My condolences to Quill and the rest of his family. The obituary paints a picture of an extraordinary person.

Kate Norlock
2 months ago

I’m grateful to Quill Kukla for sharing this moving and interesting description of their father.

2 months ago

I had a memorable experience of watching the Coen Brothers’ “Raising Arizona” at the Kukla house many years ago. Sorry to hear about your loss, Quill.

Reply to  B W
2 months ago

That’s amazing! I have a good guess who you are from your moniker and from context but I can’t actually remember this night and would love to know, so message me if you feel so moved.

chris daly
chris daly
2 months ago

A remarkable life and a terrific philosopher.
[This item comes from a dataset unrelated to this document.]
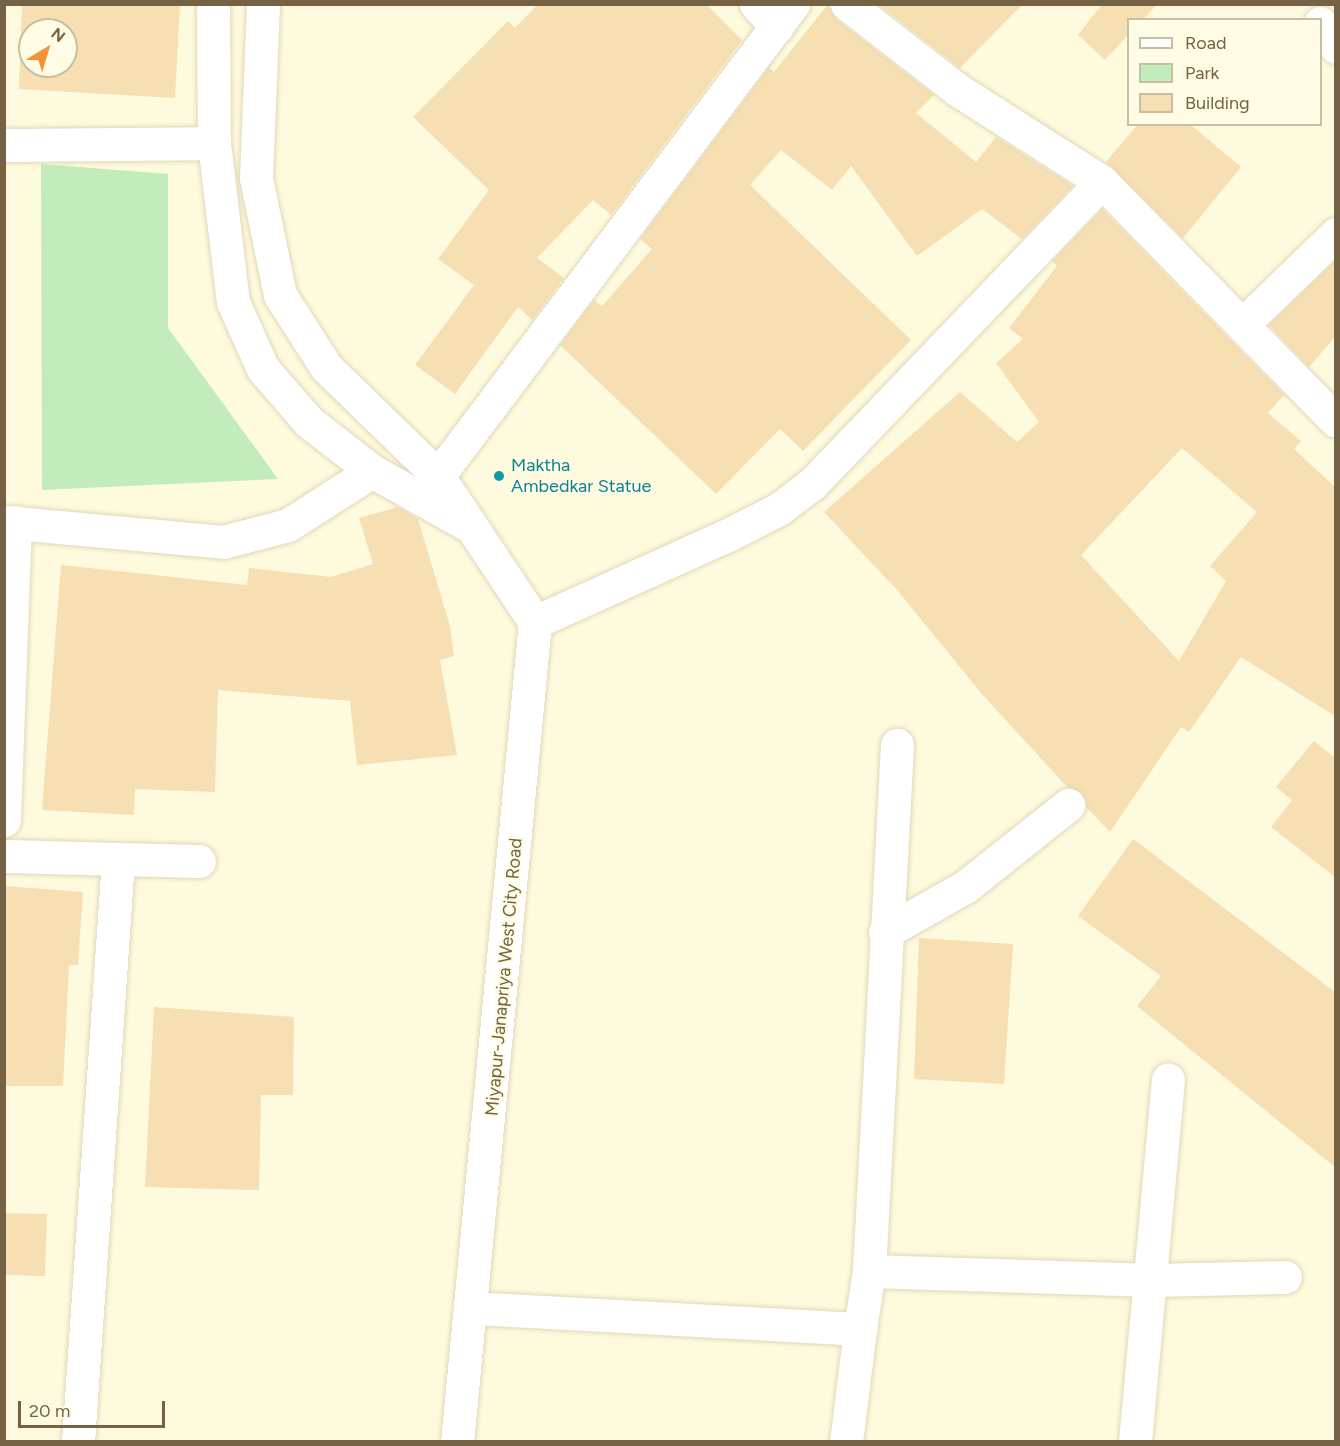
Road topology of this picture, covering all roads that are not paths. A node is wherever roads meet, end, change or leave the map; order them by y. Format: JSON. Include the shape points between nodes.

I’d like to give a shout out to his book Studies in Scientific Realism, in which he persuasively argues for a stalemate between the case for scientific realism and the one for anti-realism (à la van Fraassen.) It’s a characteristically sophisticated and persuasive treatment.

My condolences to Quill.

Etzel Cardeña, Thorsen Professor in Psychology
1 month ago

As a psychology graduate student at York University in the 80’s, desperately looking for someone to talk about my interest in alterations of consciousness, I was fortunate to run across Andy. Even though he had no duty to help a student from another university, he was unstinting with his time and ideas. We became friends and met again in Toronto a few years ago, when Parkinson’s had taken hold of his body but not his brilliant mind and large heart. I am fortunate to have known him and hope he continues to have weird, wonderful adventures.